Now, keeping your knees wide, lift both feet a few inches off the floor by engaging your glutes and low back muscles. Lower them back down with control. Do not clench your glutes aggressively; aim for a low-level, sustained contraction. Repeat ten times. This exercise strengthens the posterior chain while placing the hips in an externally rotated position. It builds endurance near the end range of motion, which helps prevent stiffness from returning quickly.

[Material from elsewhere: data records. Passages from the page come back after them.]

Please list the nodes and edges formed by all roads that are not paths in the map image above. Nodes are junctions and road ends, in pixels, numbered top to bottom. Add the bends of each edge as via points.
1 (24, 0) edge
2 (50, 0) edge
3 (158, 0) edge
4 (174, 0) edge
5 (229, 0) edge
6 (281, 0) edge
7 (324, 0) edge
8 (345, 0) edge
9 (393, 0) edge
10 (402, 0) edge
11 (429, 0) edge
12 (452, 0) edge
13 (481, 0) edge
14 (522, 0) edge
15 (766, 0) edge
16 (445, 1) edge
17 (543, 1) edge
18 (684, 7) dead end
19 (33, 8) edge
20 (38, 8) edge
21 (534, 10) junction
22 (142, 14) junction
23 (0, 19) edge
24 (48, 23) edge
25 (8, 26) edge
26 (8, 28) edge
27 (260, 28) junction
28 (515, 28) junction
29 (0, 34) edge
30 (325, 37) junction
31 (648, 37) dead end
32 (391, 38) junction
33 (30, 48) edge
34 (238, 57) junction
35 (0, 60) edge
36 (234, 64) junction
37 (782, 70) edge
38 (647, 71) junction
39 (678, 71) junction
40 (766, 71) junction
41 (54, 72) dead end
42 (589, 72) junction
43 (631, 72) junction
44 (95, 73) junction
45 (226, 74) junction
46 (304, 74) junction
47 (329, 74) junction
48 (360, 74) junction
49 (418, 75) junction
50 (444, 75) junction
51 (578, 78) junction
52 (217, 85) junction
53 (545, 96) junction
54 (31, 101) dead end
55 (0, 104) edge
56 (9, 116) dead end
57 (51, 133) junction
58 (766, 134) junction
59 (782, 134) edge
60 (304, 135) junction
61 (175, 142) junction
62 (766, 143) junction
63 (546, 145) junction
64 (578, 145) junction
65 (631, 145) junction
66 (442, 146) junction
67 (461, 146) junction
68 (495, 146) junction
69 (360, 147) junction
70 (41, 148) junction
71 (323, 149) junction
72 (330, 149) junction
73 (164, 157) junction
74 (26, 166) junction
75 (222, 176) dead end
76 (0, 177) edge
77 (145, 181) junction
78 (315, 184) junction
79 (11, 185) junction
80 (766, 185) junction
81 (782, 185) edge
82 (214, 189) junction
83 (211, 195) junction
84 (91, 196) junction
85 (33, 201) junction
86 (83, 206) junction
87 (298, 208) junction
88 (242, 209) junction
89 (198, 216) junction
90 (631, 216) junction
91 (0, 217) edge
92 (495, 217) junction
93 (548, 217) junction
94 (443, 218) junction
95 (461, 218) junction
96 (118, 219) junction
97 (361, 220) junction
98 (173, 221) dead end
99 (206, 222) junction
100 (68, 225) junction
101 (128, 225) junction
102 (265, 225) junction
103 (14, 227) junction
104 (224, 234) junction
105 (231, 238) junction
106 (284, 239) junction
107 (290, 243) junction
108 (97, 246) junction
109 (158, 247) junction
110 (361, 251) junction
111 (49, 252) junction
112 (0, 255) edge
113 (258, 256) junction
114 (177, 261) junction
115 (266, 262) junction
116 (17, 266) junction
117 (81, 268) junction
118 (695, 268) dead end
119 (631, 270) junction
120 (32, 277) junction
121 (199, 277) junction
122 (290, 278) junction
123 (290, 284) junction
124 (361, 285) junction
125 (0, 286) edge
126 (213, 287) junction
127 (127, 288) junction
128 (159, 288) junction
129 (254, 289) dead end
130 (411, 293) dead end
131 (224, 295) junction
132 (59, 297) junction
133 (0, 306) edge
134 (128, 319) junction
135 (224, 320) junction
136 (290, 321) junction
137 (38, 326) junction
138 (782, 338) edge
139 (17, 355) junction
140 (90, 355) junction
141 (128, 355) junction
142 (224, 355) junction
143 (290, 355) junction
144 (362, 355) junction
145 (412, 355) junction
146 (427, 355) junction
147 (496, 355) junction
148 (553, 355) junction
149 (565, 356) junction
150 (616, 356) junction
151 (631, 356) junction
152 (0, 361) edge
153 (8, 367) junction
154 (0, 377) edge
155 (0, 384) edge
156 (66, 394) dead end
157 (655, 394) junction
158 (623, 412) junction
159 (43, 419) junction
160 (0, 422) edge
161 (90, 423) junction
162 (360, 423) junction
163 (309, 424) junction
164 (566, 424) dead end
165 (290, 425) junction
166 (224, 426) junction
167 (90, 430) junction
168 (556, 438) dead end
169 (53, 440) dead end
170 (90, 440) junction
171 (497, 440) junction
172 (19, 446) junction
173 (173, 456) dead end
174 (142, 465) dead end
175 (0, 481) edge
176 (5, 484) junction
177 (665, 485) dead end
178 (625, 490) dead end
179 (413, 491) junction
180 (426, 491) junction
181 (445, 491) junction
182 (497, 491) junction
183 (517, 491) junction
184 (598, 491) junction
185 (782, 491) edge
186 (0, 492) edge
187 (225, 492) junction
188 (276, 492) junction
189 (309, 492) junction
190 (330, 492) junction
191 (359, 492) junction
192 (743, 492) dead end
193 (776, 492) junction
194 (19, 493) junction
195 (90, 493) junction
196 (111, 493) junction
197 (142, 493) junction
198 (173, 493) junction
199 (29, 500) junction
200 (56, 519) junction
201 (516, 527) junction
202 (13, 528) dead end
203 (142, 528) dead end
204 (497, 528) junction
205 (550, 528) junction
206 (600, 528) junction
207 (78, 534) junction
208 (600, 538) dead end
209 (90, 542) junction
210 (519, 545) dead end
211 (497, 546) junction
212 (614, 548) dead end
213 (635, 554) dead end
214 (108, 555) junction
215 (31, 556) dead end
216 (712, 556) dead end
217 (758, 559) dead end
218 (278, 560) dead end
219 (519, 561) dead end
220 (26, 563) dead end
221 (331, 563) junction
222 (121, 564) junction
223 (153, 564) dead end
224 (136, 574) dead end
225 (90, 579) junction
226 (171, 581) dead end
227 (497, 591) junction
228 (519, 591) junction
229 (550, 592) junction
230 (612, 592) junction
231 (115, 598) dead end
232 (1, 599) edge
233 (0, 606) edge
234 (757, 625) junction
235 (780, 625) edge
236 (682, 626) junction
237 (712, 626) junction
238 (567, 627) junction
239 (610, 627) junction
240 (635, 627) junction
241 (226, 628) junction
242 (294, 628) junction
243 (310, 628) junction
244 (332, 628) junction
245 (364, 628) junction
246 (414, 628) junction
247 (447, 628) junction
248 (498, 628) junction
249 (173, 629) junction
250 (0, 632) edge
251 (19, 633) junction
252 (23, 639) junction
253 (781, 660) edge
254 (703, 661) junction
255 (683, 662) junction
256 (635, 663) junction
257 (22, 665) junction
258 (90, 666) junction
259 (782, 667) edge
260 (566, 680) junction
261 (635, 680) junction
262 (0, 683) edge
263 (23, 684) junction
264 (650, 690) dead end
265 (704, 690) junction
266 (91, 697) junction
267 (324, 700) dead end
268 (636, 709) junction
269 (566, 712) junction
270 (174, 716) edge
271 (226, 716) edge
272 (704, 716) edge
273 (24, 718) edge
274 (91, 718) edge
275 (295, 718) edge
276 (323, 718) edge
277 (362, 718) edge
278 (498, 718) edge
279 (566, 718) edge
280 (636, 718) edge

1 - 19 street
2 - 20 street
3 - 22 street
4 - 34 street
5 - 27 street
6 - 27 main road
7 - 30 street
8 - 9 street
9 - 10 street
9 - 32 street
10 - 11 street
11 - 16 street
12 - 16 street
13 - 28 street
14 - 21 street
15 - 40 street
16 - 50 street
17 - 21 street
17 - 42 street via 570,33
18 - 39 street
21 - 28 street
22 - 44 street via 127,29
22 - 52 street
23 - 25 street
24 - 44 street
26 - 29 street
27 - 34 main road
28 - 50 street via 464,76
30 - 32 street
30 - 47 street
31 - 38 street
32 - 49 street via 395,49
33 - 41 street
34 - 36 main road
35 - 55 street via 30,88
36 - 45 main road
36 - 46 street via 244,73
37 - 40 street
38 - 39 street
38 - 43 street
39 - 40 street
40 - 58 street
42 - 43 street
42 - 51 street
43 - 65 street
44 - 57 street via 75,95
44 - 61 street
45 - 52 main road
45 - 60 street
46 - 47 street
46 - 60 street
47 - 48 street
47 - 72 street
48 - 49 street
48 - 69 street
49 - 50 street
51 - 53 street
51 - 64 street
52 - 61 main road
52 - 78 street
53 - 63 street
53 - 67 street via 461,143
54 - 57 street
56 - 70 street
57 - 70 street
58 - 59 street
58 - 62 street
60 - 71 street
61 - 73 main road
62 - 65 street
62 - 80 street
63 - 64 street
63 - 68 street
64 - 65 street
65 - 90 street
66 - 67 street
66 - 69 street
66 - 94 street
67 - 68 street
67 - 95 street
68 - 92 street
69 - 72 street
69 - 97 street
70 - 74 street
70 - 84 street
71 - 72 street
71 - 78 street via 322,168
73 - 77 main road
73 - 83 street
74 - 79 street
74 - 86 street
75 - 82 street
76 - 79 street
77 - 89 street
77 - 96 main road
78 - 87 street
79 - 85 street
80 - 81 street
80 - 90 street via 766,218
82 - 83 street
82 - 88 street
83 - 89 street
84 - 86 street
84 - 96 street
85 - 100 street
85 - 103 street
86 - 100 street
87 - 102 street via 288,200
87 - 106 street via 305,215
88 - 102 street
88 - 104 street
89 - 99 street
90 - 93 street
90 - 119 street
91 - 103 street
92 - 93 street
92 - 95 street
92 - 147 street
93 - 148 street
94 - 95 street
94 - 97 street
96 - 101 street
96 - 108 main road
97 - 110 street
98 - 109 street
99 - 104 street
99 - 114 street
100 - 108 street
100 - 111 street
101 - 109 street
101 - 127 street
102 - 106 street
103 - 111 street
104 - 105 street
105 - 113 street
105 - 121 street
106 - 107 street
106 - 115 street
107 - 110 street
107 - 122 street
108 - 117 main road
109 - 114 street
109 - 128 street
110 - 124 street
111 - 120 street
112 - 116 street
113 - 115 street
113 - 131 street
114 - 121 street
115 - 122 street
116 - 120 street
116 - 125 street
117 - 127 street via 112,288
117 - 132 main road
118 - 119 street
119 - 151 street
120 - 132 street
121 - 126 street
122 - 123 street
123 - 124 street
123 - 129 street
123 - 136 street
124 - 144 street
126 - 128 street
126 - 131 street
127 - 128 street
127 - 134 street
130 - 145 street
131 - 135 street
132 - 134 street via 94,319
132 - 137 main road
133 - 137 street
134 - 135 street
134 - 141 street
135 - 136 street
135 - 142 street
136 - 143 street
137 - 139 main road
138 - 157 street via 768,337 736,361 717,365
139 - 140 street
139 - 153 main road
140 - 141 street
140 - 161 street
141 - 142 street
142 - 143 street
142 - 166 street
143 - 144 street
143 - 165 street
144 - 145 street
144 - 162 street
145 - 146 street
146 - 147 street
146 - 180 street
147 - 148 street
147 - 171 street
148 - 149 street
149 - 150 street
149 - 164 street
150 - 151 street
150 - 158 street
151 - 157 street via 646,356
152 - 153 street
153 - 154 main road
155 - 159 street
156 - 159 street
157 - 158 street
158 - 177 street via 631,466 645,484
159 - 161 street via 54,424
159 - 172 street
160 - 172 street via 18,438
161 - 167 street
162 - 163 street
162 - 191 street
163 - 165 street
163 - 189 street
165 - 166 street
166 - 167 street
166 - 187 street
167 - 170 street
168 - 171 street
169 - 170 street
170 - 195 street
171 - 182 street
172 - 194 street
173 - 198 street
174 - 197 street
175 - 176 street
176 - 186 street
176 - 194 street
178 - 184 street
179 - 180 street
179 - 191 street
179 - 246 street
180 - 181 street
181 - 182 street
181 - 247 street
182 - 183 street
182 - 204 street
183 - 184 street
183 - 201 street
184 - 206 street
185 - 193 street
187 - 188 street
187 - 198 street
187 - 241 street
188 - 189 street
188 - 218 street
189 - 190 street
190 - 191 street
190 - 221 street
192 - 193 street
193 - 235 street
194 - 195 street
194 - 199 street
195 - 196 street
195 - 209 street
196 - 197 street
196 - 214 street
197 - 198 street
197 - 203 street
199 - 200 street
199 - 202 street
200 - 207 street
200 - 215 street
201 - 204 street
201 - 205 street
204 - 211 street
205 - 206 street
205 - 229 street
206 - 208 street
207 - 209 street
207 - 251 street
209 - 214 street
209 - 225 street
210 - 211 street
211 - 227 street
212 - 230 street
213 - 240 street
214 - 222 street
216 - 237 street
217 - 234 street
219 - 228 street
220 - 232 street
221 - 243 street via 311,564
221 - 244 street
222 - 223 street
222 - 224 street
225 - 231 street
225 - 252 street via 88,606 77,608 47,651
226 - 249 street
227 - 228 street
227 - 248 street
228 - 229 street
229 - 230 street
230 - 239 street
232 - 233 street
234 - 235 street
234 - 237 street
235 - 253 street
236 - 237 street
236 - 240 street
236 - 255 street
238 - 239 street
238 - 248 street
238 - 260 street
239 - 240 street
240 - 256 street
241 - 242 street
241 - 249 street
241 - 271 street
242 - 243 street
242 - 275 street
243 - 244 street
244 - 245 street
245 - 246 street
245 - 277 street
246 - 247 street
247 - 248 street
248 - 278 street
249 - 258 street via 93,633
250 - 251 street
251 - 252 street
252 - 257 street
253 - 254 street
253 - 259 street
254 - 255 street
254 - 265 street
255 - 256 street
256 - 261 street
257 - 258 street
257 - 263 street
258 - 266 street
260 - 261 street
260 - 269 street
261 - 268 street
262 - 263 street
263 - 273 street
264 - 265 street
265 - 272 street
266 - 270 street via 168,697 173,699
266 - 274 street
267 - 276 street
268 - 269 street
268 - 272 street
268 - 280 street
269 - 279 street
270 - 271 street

A simple rule for hip mobility: move only within the arc that feels smooth and pain-free. If the joint speaks up, listen. Back off slightly and let the movement become easier over time.
Putting It All Together
Consistency matters more than intensity when it comes to hip mobility. Doing these exercises three to four times per week, focusing on controlled and pain-free movement, will produce better long-term results than forcing a deep stretch once a week. Start with the first two exercises and gradually add the others as your hips respond well. If you have a known hip condition such as osteoarthritis, labral tears, or FAI, check with a physical therapist before starting a new mobility routine.
The goal is not to achieve a Instagram-worthy range of motion. It is to move through your day—walking, squatting, sitting cross-legged, climbing stairs—with less effort and more freedom. Pain-free hip mobility is about respecting your joint's current limits while steadily teaching it to move better.